I was thinking about that as we walked through the municipal cemetery in Punta Arenas, the Sunday before All Saints Day, and watched the absolute hive of activity as families and workmen performed the routine special maintenance of grave tending: repairing the masonry, painting, weeding, planting, cleaning, and re-arranging. I took a few pictures, but the thing a picture won’t capture is the gentle murmur, the ambience, and the feel of families doing a sacred chore, but without the smoky-candles-and-incense that the word “sacred” usually invokes. There was sweat, there was sitting and resting, there were children playing and smoke breaks and little paint-flecked radios playing pop music; we saw a few people visibly grieving, but mostly we just saw people doing leisure work, the kind of “work” that “working” in your garden can be, on the day off, with your family, at the time and pace of your choosing. We saw life taking over.



I think what moves me about all of it was how ordinary it all felt. I haven’t felt ordinary about my mother’s passing; it hasn’t felt routine, or normal, or anything as mundane as mixing paint, a thermos of tea, planting new flowers, throwing away old flowers, remembering to bring a bit of carpet to kneel on more comfortably.
I don’t think that’s wrong, mind you—I don’t think there’s any way to grieve, or not to—but it was moving, healing, to see people jostling elbows in a communal place, sharing space and sounds and company with the dead.

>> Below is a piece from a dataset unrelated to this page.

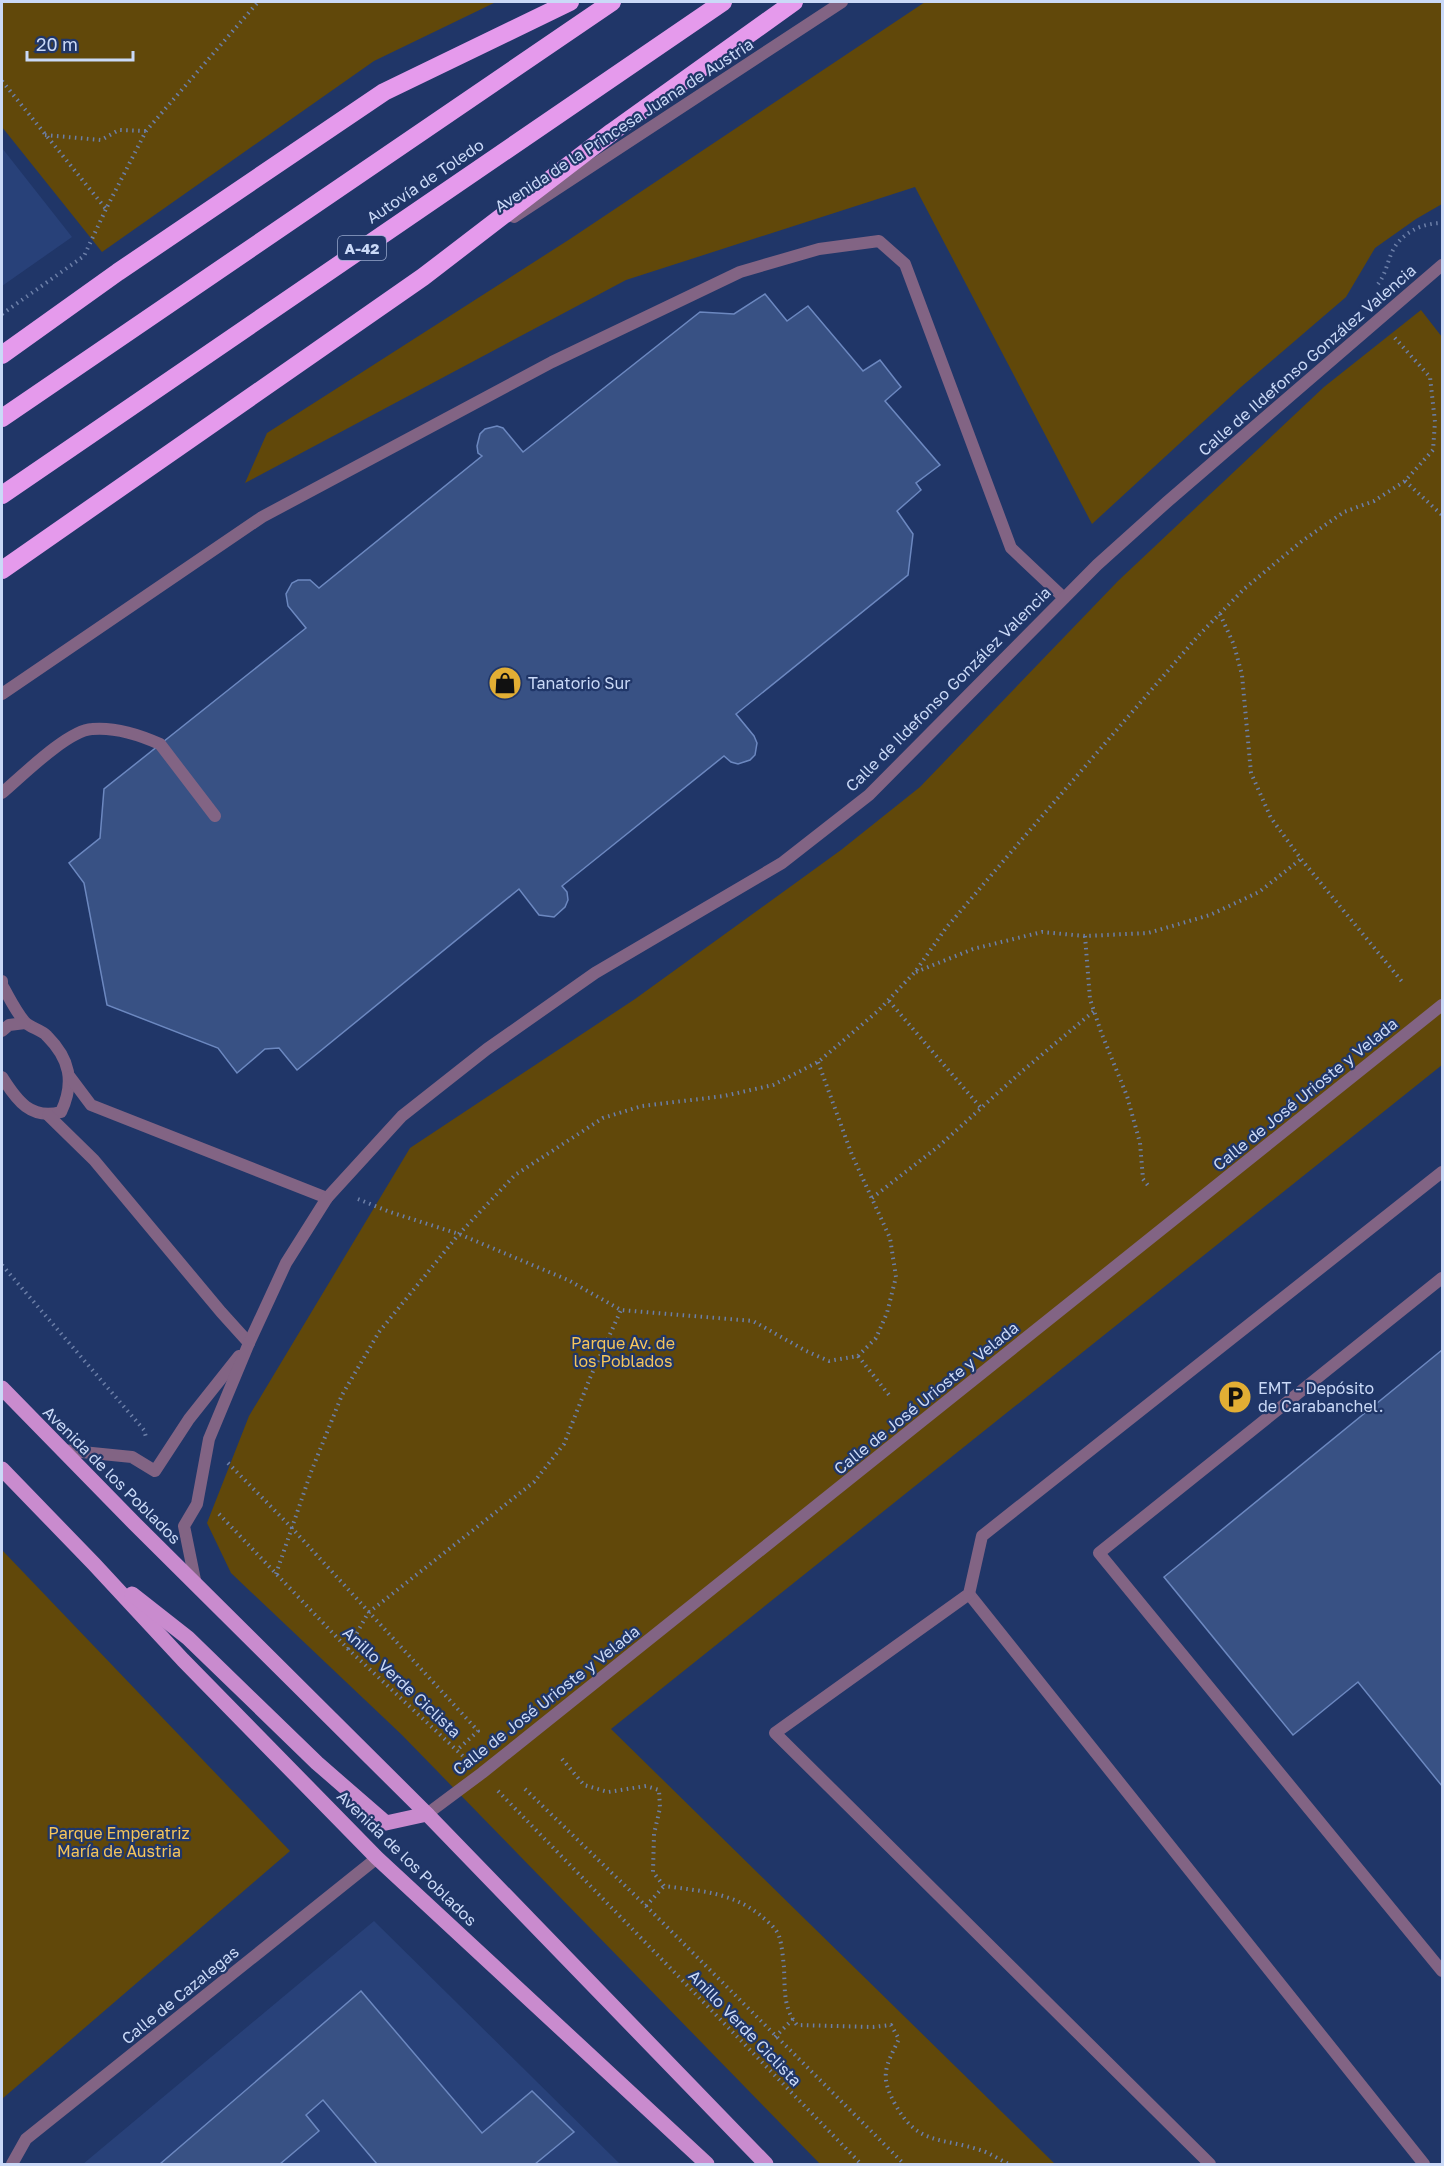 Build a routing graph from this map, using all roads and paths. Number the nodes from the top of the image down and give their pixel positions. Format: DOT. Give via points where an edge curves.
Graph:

Cemeteries are not always like this. I was reading Isabel Allende’s My Invented Country on the plane, and she talks about how her husband would sleep in cemeteries when he was bumming around in his youth—no one will bother you in a cemetery!—and most of the time, I know, cemeteries are just empty places filled with the empty places in our lives where loved ones used to be. Most of the time, cemeteries are places where you can rest in peace, because life is elsewhere.
Only on days like the Sunday before All Saints Day—on days of rest when people have the time to take care of such chores—will a cemetery like this one be filled with people.



It was good, however, to be here, on this day. It was good to watch the work, the life, the movement. And as odd as it sounds, the thing I found myself focusing on—literally focusing my camera on—was the flowers. I found myself moved by all the dead flowers, neatly arranged in trash cans and messily over-spilling onto the ground.
There were so many.
I’d never really understood the point of putting living flowers on graves—graves are eternal, or close to it, while flowers fade so fast—but then, of course, that is exactly the point of doing it. The work of it. Flowers have to be tended and then replaced; flowers require constant care, and when they die, they have to be carted away. It gives the cemetery a kind of digestive and excretory system, a rhythmic intake and outflow; living flowers come in, and dead ones leave.
Mourning as peristalsis. I don’t know. I don’t know so much about mourning; some days, it’s all I know. But it pleases me, somehow, soothes me, to think of it this way. Life takes over.